I see they mentioned "Search and Url tables". I can imagine "search"
never needs any UPDATEs, so quite possibly those were append-only, in
which case the anti-wraparound vacuum would have had quite a lot of
work on its hands since possibly every page needed frozen. A table
receiving regular auto-vacuums from dead tuples would likely get some
pages frozen during those.
By the way, the Routine Vacuuming chapter of the documentation says:
"The sole disadvantage of increasing autovacuum_freeze_max_age (and
vacuum_freeze_table_age along with it) is that the pg_xact and
pg_commit_ts subdirectories of the database cluster will take more space
[...]
If [pg_xact and pg_commit_ts taking 0.5 and 20 GB, respectively]
is trivial compared to your total database size, setting
autovacuum_freeze_max_age to its maximum allowed value is recommended."
Maybe this should be qualified with "unless you have trouble with your
autovacuum keeping up" or so; or generally reworded?
Michael
On Wed, Mar 27, 2019 at 5:32 PM Alvaro Herrera <alvherre@2ndquadrant.com> wrote:
* certain tables would have some sort of partial scan that sets the
visibility map. There's no reason to invoke the whole vacuuming
machinery. I don't think this is limited to append-only tables, but
rather those are just the ones that are affected the most.

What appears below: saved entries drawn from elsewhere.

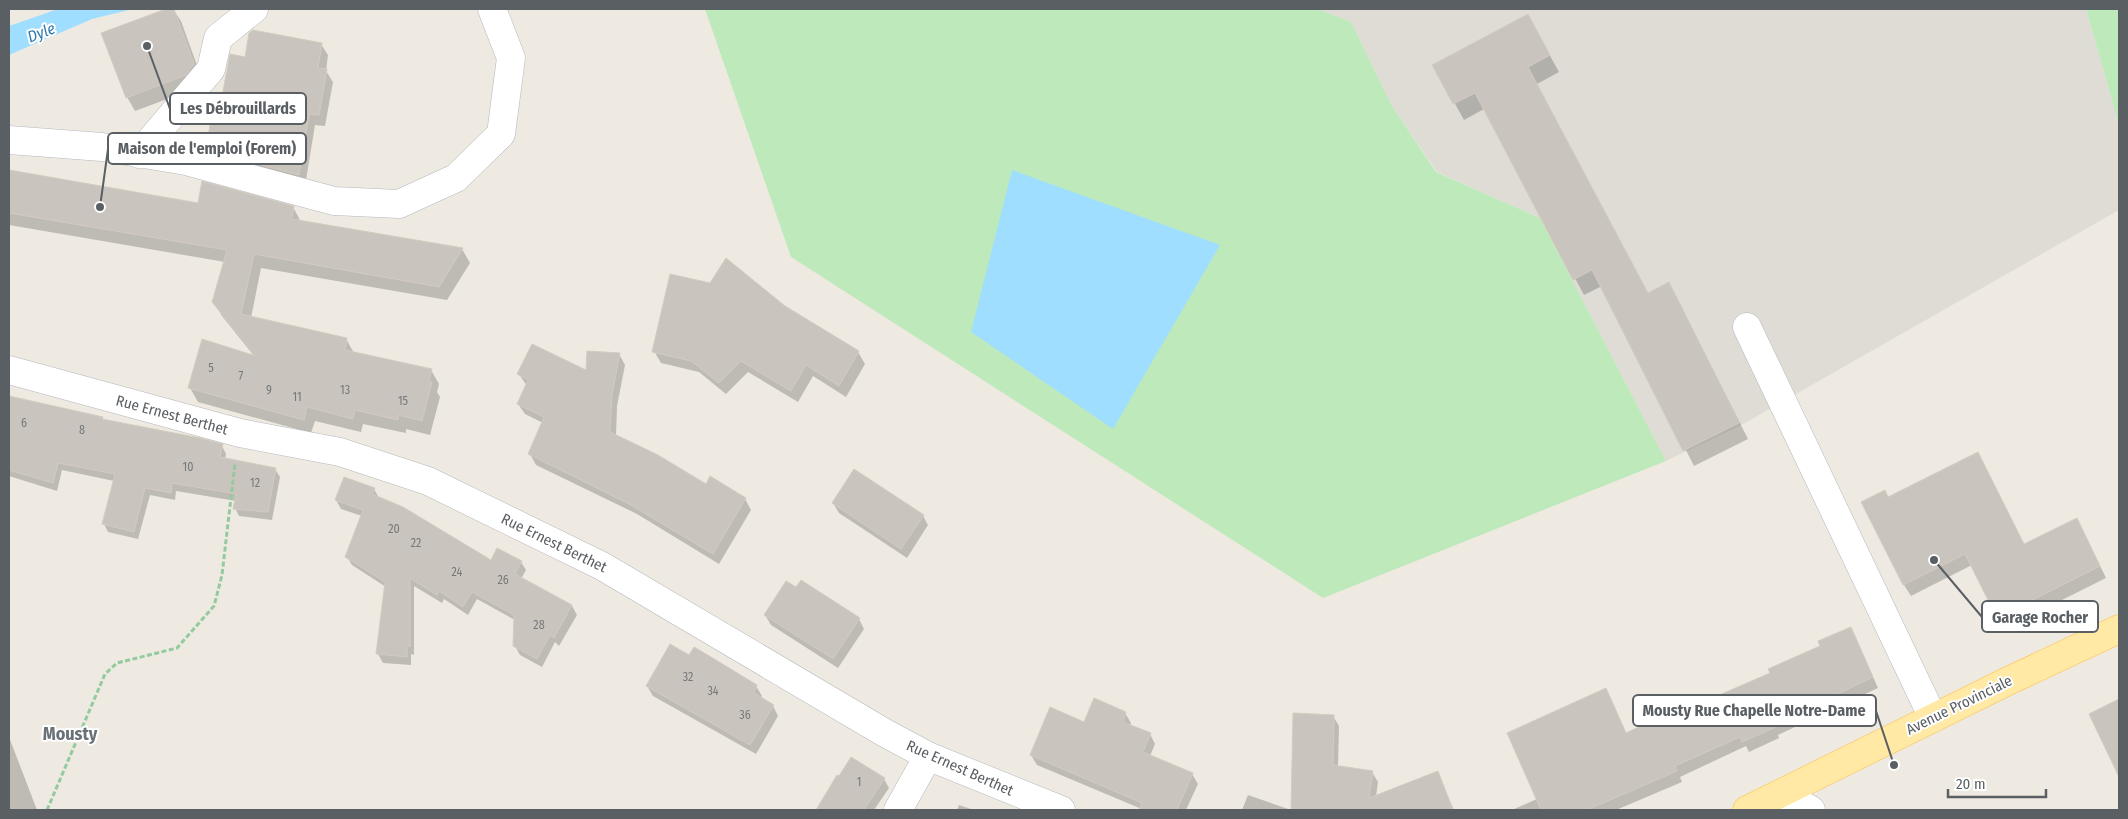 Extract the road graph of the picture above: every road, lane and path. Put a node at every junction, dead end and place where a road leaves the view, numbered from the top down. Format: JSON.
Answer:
{"nodes":[{"id":1,"x":254,"y":9,"type":"edge"},
{"id":2,"x":492,"y":9,"type":"edge"},
{"id":3,"x":9,"y":140,"type":"edge"},
{"id":4,"x":139,"y":154,"type":"junction"},
{"id":5,"x":1747,"y":327,"type":"dead end"},
{"id":6,"x":9,"y":370,"type":"edge"},
{"id":7,"x":240,"y":434,"type":"junction"},
{"id":8,"x":2119,"y":629,"type":"edge"},
{"id":9,"x":1933,"y":718,"type":"junction"},
{"id":10,"x":930,"y":757,"type":"junction"},
{"id":11,"x":1782,"y":793,"type":"junction"},
{"id":12,"x":47,"y":810,"type":"edge"},
{"id":13,"x":898,"y":810,"type":"edge"},
{"id":14,"x":1061,"y":810,"type":"edge"},
{"id":15,"x":1747,"y":810,"type":"edge"},
{"id":16,"x":1811,"y":810,"type":"edge"}],
"edges":[{"from":1,"to":4,"type":"street"},
{"from":2,"to":4,"type":"street"},
{"from":3,"to":4,"type":"street"},
{"from":5,"to":9,"type":"street"},
{"from":6,"to":7,"type":"street","name":"Rue Ernest Berthet"},
{"from":7,"to":10,"type":"street","name":"Rue Ernest Berthet"},
{"from":7,"to":12,"type":"path"},
{"from":8,"to":9,"type":"main road","name":"Avenue Provinciale"},
{"from":9,"to":11,"type":"main road","name":"Avenue Provinciale"},
{"from":10,"to":13,"type":"street"},
{"from":10,"to":14,"type":"street","name":"Rue Ernest Berthet"},
{"from":11,"to":15,"type":"main road","name":"Avenue Provinciale"},
{"from":11,"to":16,"type":"street"}]} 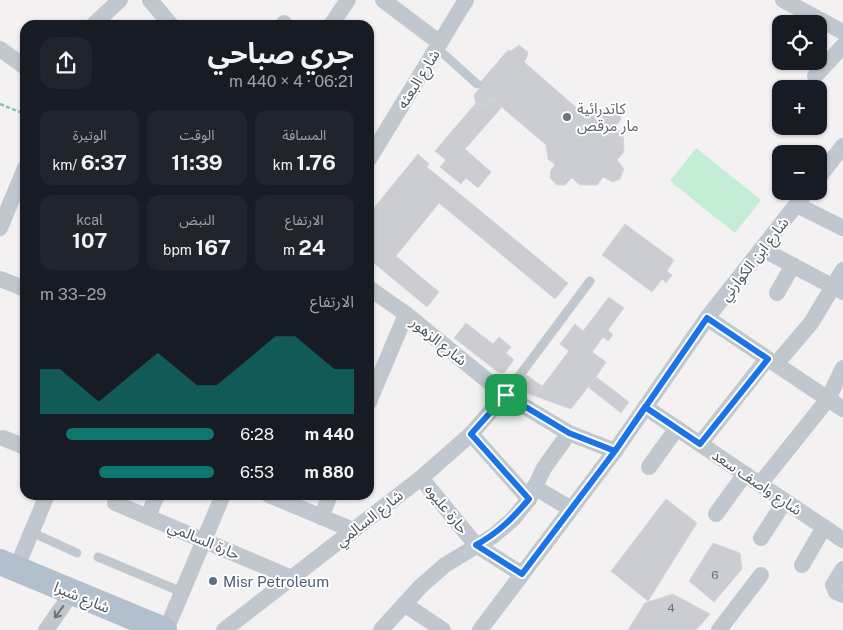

I think this is a really good idea, but in order for it to work well I
think we would need to have some kind of estimate of autovacuum
pressure.
If we know that we're currently fairly on top of things, and there is
not much for autovacuum to do, periodically vacuuming a chunk of some
table that has a lot of unset visibility-map bits is probably a good
idea. However, we can't possibly guess how aggressively to do this if
we have no idea how long it's going to be before we need to vacuum
that table for real. If the number of XIDs remaining until the table
gets a wraparound vacuum is X, and the number of XIDs being consumed
per day is Y, we can estimate that in roughly X/Y days, we're going to
need to do a wraparound vacuum. That value might be in the range of
months, or in the range of hours.
If it's months, we probably want limit vacuum to working at a pretty
slow rate, say 1% of the table size per hour or something. If it's in
hours, we need to be a lot more aggressive. Right now we have no
information to tell us which of those things is the case, so we'd just
be shooting in the dark.
--
Robert Haas
EnterpriseDB: http://www.enterprisedb.com
The Enterprise PostgreSQL Company
On Sun, Mar 31, 2019 at 1:11 AM Robert Haas <robertmhaas@gmail.com> wrote:
On Wed, Mar 27, 2019 at 5:32 PM Alvaro Herrera <alvherre@2ndquadrant.com> wrote:
* certain tables would have some sort of partial scan that sets the
visibility map. There's no reason to invoke the whole vacuuming
machinery. I don't think this is limited to append-only tables, but
rather those are just the ones that are affected the most.I think this is a really good idea, but in order for it to work well I
think we would need to have some kind of estimate of autovacuum
pressure.If we know that we're currently fairly on top of things, and there is
not much for autovacuum to do, periodically vacuuming a chunk of some
table that has a lot of unset visibility-map bits is probably a good
idea. However, we can't possibly guess how aggressively to do this if
we have no idea how long it's going to be before we need to vacuum
that table for real. If the number of XIDs remaining until the table
gets a wraparound vacuum is X, and the number of XIDs being consumed
per day is Y, we can estimate that in roughly X/Y days, we're going to
need to do a wraparound vacuum. That value might be in the range of
months, or in the range of hours.If it's months, we probably want limit vacuum to working at a pretty
slow rate, say 1% of the table size per hour or something. If it's in
hours, we need to be a lot more aggressive. Right now we have no
information to tell us which of those things is the case, so we'd just
be shooting in the dark.
Sawada-san presented some ideas in his PGCon 2018 talk that may be related.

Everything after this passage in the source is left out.